Pictures do not belong in the copy; retype the records below exactly.

══ Records shown ══

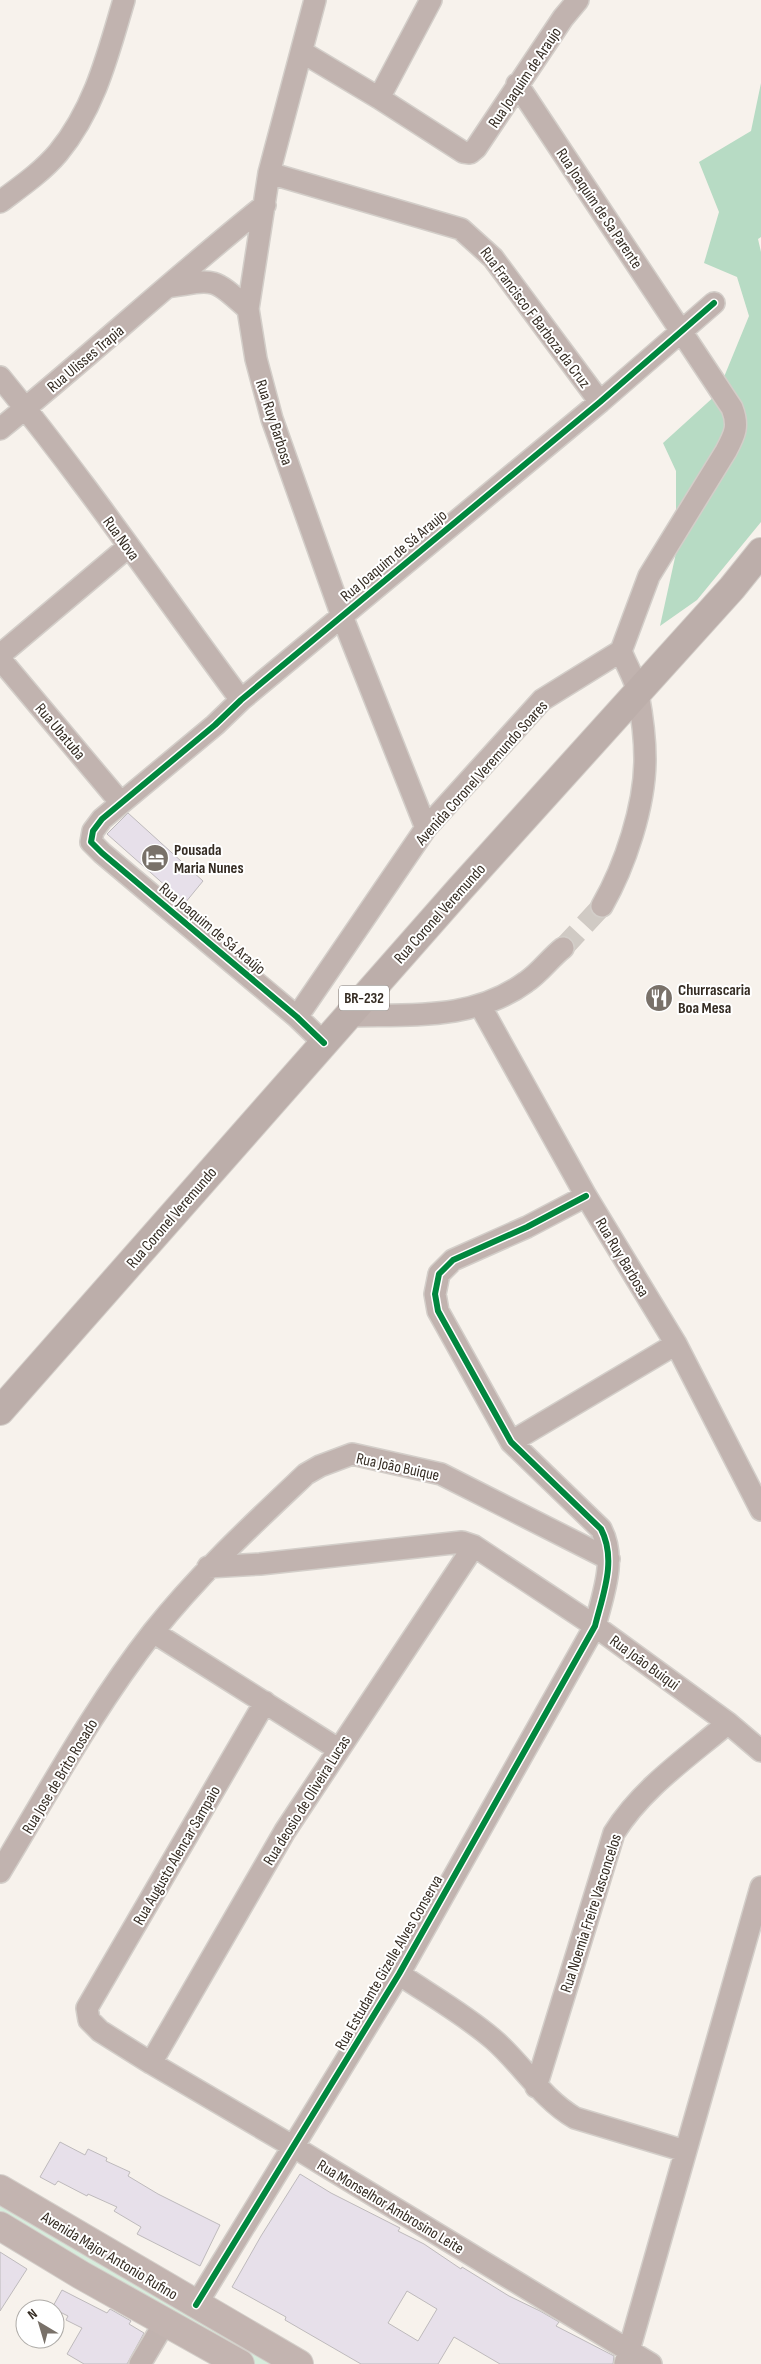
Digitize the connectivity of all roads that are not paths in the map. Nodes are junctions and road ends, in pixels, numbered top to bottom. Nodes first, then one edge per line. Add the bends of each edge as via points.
1 (124, 0) edge
2 (315, 0) edge
3 (431, 0) edge
4 (578, 0) edge
5 (302, 52) junction
6 (517, 84) junction
7 (379, 98) junction
8 (269, 173) junction
9 (0, 202) edge
10 (265, 205) junction
11 (168, 287) junction
12 (714, 303) dead end
13 (248, 309) junction
14 (682, 331) junction
15 (0, 377) edge
16 (600, 402) junction
17 (26, 408) junction
18 (0, 428) edge
19 (128, 547) junction
20 (761, 552) edge
21 (761, 583) edge
22 (732, 588) junction
23 (342, 616) junction
24 (621, 651) junction
25 (0, 657) edge
26 (638, 692) junction
27 (242, 700) junction
28 (121, 804) junction
29 (426, 828) junction
30 (93, 832) joint
31 (602, 906) tunnel mouth
32 (563, 948) tunnel mouth
33 (481, 1007) junction
34 (347, 1016) junction
35 (297, 1017) junction
36 (324, 1043) junction
37 (586, 1196) junction
38 (676, 1344) junction
39 (0, 1411) edge
40 (511, 1442) junction
41 (761, 1510) edge
42 (474, 1546) junction
43 (609, 1559) junction
44 (208, 1567) junction
45 (595, 1626) junction
46 (153, 1632) junction
47 (118, 1680) joint
48 (265, 1702) junction
49 (728, 1723) junction
50 (338, 1749) junction
51 (761, 1751) edge
52 (0, 1872) edge
53 (761, 1887) edge
54 (399, 1974) junction
55 (88, 2008) joint
56 (151, 2063) junction
57 (536, 2087) junction
58 (294, 2147) junction
59 (686, 2151) junction
60 (0, 2189) edge
61 (0, 2226) edge
62 (196, 2305) junction
63 (165, 2322) junction
64 (627, 2357) edge
65 (140, 2364) edge
66 (240, 2364) edge
67 (299, 2364) edge
68 (652, 2364) edge

1 - 9 street via 98,86 79,123 57,154
2 - 5 street, Rua Ruy Barbosa
3 - 7 street
4 - 6 street, Rua Joaquim de Araujo
5 - 7 street
5 - 8 street, Rua Ruy Barbosa
6 - 7 street, Rua Joaquim de Araujo via 470,154
6 - 14 street, Rua Joaquim de Sa Parente
8 - 10 street, Rua Ruy Barbosa
8 - 16 street, Rua Francisco F Barboza da Cruz via 461,229 493,258
10 - 11 street, Rua Ulisses Trapia
10 - 13 street, Rua Ruy Barbosa
11 - 13 street via 215,282
11 - 17 street, Rua Ulisses Trapia
12 - 14 street, Rua Joaquim de Sá Araujo
13 - 23 street, Rua Ruy Barbosa via 256,359 272,419
14 - 16 street, Rua Joaquim de Sá Araujo
14 - 24 street, Rua Joaquim de Sa Parente via 732,408 737,420 734,436 649,576
15 - 17 street, Rua Nova
16 - 23 street, Rua Joaquim de Sá Araujo
17 - 18 street, Rua Ulisses Trapia
17 - 19 street, Rua Nova
19 - 25 street
19 - 27 street, Rua Nova
20 - 22 highway, Rua Coronel Veremundo / BR-232
21 - 22 highway
22 - 26 highway, Rua Coronel Veremundo / BR-232
23 - 27 street, Rua Joaquim de Sá Araujo
23 - 29 street, Rua Ruy Barbosa
24 - 26 street
24 - 29 street, Avenida Coronel Veremundo Soares via 542,700
25 - 28 street, Rua Ubatuba
26 - 31 street via 645,760 641,801 616,881
26 - 34 highway, Rua Coronel Veremundo / BR-232
27 - 28 street, Rua Joaquim de Sá Araujo
28 - 30 street, Rua Joaquim de Sá Araujo via 102,819
29 - 35 street, Avenida Coronel Veremundo Soares
30 - 35 street, Rua Joaquim de Sá Araújo via 92,842 102,853
32 - 33 street via 526,982
33 - 34 street via 452,1013
33 - 37 street, Rua Ruy Barbosa
34 - 36 highway, Rua Coronel Veremundo / BR-232
35 - 36 street, Rua Joaquim de Sá Araújo
36 - 39 highway, Rua Coronel Veremundo / BR-232
37 - 38 street, Rua Ruy Barbosa
37 - 40 street, Rua Estudante Gizelle Alves Conserva via 453,1260 439,1274 434,1294 438,1311
38 - 40 street
38 - 41 street, Rua Ruy Barbosa
40 - 43 street, Rua Estudante Gizelle Alves Conserva via 601,1529 608,1541
42 - 44 street via 462,1542
42 - 45 street, Rua João Buiqui
42 - 50 street, Rua deosio de Oliveira Lucas
43 - 44 street, Rua João Buique via 441,1474 352,1454 306,1474
43 - 45 street, Rua Estudante Gizelle Alves Conserva
44 - 46 street, Rua João Buique
45 - 49 street, Rua João Buiqui
45 - 54 street, Rua Estudante Gizelle Alves Conserva
46 - 47 street, Rua João Buique
46 - 48 street
47 - 52 street, Rua Jose de Brito Rosado
48 - 50 street
48 - 55 street, Rua Augusto Alencar Sampaio
49 - 51 street, Rua João Buiqui
49 - 57 street, Rua Noemia Freire Vasconcelos via 643,1794 614,1832
50 - 56 street, Rua deosio de Oliveira Lucas via 284,1831
53 - 59 street
54 - 57 street via 491,2038
54 - 58 street, Rua Estudante Gizelle Alves Conserva
55 - 56 street, Rua Monselhor Ambrosino Leite via 89,2020 100,2031
56 - 58 street, Rua Monselhor Ambrosino Leite
57 - 59 street via 575,2118
58 - 62 street, Rua Estudante Gizelle Alves Conserva
58 - 64 street, Rua Monselhor Ambrosino Leite
59 - 64 street
60 - 62 main road, Avenida Major Antonio Rufino
61 - 63 main road, Avenida Major Antonio Rufino
62 - 67 main road, Avenida Major Antonio Rufino
63 - 65 street
63 - 66 main road, Avenida Major Antonio Rufino
64 - 68 street, Rua Monselhor Ambrosino Leite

═══

* The answer:
Digitize the connectivity of all roads that are not paths in the map. Nodes are junctions and road ends, in pixels, numbered top to bottom. Nodes first, then one edge per line. Add the bends of each edge as via points.
1 (124, 0) edge
2 (315, 0) edge
3 (431, 0) edge
4 (578, 0) edge
5 (302, 52) junction
6 (517, 84) junction
7 (379, 98) junction
8 (269, 173) junction
9 (0, 202) edge
10 (265, 205) junction
11 (168, 287) junction
12 (714, 303) dead end
13 (248, 309) junction
14 (682, 331) junction
15 (0, 377) edge
16 (600, 402) junction
17 (26, 408) junction
18 (0, 428) edge
19 (128, 547) junction
20 (761, 552) edge
21 (761, 583) edge
22 (732, 588) junction
23 (342, 616) junction
24 (621, 651) junction
25 (0, 657) edge
26 (638, 692) junction
27 (242, 700) junction
28 (121, 804) junction
29 (426, 828) junction
30 (93, 832) joint
31 (602, 906) tunnel mouth
32 (563, 948) tunnel mouth
33 (481, 1007) junction
34 (347, 1016) junction
35 (297, 1017) junction
36 (324, 1043) junction
37 (586, 1196) junction
38 (676, 1344) junction
39 (0, 1411) edge
40 (511, 1442) junction
41 (761, 1510) edge
42 (474, 1546) junction
43 (609, 1559) junction
44 (208, 1567) junction
45 (595, 1626) junction
46 (153, 1632) junction
47 (118, 1680) joint
48 (265, 1702) junction
49 (728, 1723) junction
50 (338, 1749) junction
51 (761, 1751) edge
52 (0, 1872) edge
53 (761, 1887) edge
54 (399, 1974) junction
55 (88, 2008) joint
56 (151, 2063) junction
57 (536, 2087) junction
58 (294, 2147) junction
59 (686, 2151) junction
60 (0, 2189) edge
61 (0, 2226) edge
62 (196, 2305) junction
63 (165, 2322) junction
64 (627, 2357) edge
65 (140, 2364) edge
66 (240, 2364) edge
67 (299, 2364) edge
68 (652, 2364) edge

1 - 9 street via 98,86 79,123 57,154
2 - 5 street, Rua Ruy Barbosa
3 - 7 street
4 - 6 street, Rua Joaquim de Araujo
5 - 7 street
5 - 8 street, Rua Ruy Barbosa
6 - 7 street, Rua Joaquim de Araujo via 470,154
6 - 14 street, Rua Joaquim de Sa Parente
8 - 10 street, Rua Ruy Barbosa
8 - 16 street, Rua Francisco F Barboza da Cruz via 461,229 493,258
10 - 11 street, Rua Ulisses Trapia
10 - 13 street, Rua Ruy Barbosa
11 - 13 street via 215,282
11 - 17 street, Rua Ulisses Trapia
12 - 14 street, Rua Joaquim de Sá Araujo
13 - 23 street, Rua Ruy Barbosa via 256,359 272,419
14 - 16 street, Rua Joaquim de Sá Araujo
14 - 24 street, Rua Joaquim de Sa Parente via 732,408 737,420 734,436 649,576
15 - 17 street, Rua Nova
16 - 23 street, Rua Joaquim de Sá Araujo
17 - 18 street, Rua Ulisses Trapia
17 - 19 street, Rua Nova
19 - 25 street
19 - 27 street, Rua Nova
20 - 22 highway, Rua Coronel Veremundo / BR-232
21 - 22 highway
22 - 26 highway, Rua Coronel Veremundo / BR-232
23 - 27 street, Rua Joaquim de Sá Araujo
23 - 29 street, Rua Ruy Barbosa
24 - 26 street
24 - 29 street, Avenida Coronel Veremundo Soares via 542,700
25 - 28 street, Rua Ubatuba
26 - 31 street via 645,760 641,801 616,881
26 - 34 highway, Rua Coronel Veremundo / BR-232
27 - 28 street, Rua Joaquim de Sá Araujo
28 - 30 street, Rua Joaquim de Sá Araujo via 102,819
29 - 35 street, Avenida Coronel Veremundo Soares
30 - 35 street, Rua Joaquim de Sá Araújo via 92,842 102,853
32 - 33 street via 526,982
33 - 34 street via 452,1013
33 - 37 street, Rua Ruy Barbosa
34 - 36 highway, Rua Coronel Veremundo / BR-232
35 - 36 street, Rua Joaquim de Sá Araújo
36 - 39 highway, Rua Coronel Veremundo / BR-232
37 - 38 street, Rua Ruy Barbosa
37 - 40 street, Rua Estudante Gizelle Alves Conserva via 453,1260 439,1274 434,1294 438,1311
38 - 40 street
38 - 41 street, Rua Ruy Barbosa
40 - 43 street, Rua Estudante Gizelle Alves Conserva via 601,1529 608,1541
42 - 44 street via 462,1542
42 - 45 street, Rua João Buiqui
42 - 50 street, Rua deosio de Oliveira Lucas
43 - 44 street, Rua João Buique via 441,1474 352,1454 306,1474
43 - 45 street, Rua Estudante Gizelle Alves Conserva
44 - 46 street, Rua João Buique
45 - 49 street, Rua João Buiqui
45 - 54 street, Rua Estudante Gizelle Alves Conserva
46 - 47 street, Rua João Buique
46 - 48 street
47 - 52 street, Rua Jose de Brito Rosado
48 - 50 street
48 - 55 street, Rua Augusto Alencar Sampaio
49 - 51 street, Rua João Buiqui
49 - 57 street, Rua Noemia Freire Vasconcelos via 643,1794 614,1832
50 - 56 street, Rua deosio de Oliveira Lucas via 284,1831
53 - 59 street
54 - 57 street via 491,2038
54 - 58 street, Rua Estudante Gizelle Alves Conserva
55 - 56 street, Rua Monselhor Ambrosino Leite via 89,2020 100,2031
56 - 58 street, Rua Monselhor Ambrosino Leite
57 - 59 street via 575,2118
58 - 62 street, Rua Estudante Gizelle Alves Conserva
58 - 64 street, Rua Monselhor Ambrosino Leite
59 - 64 street
60 - 62 main road, Avenida Major Antonio Rufino
61 - 63 main road, Avenida Major Antonio Rufino
62 - 67 main road, Avenida Major Antonio Rufino
63 - 65 street
63 - 66 main road, Avenida Major Antonio Rufino
64 - 68 street, Rua Monselhor Ambrosino Leite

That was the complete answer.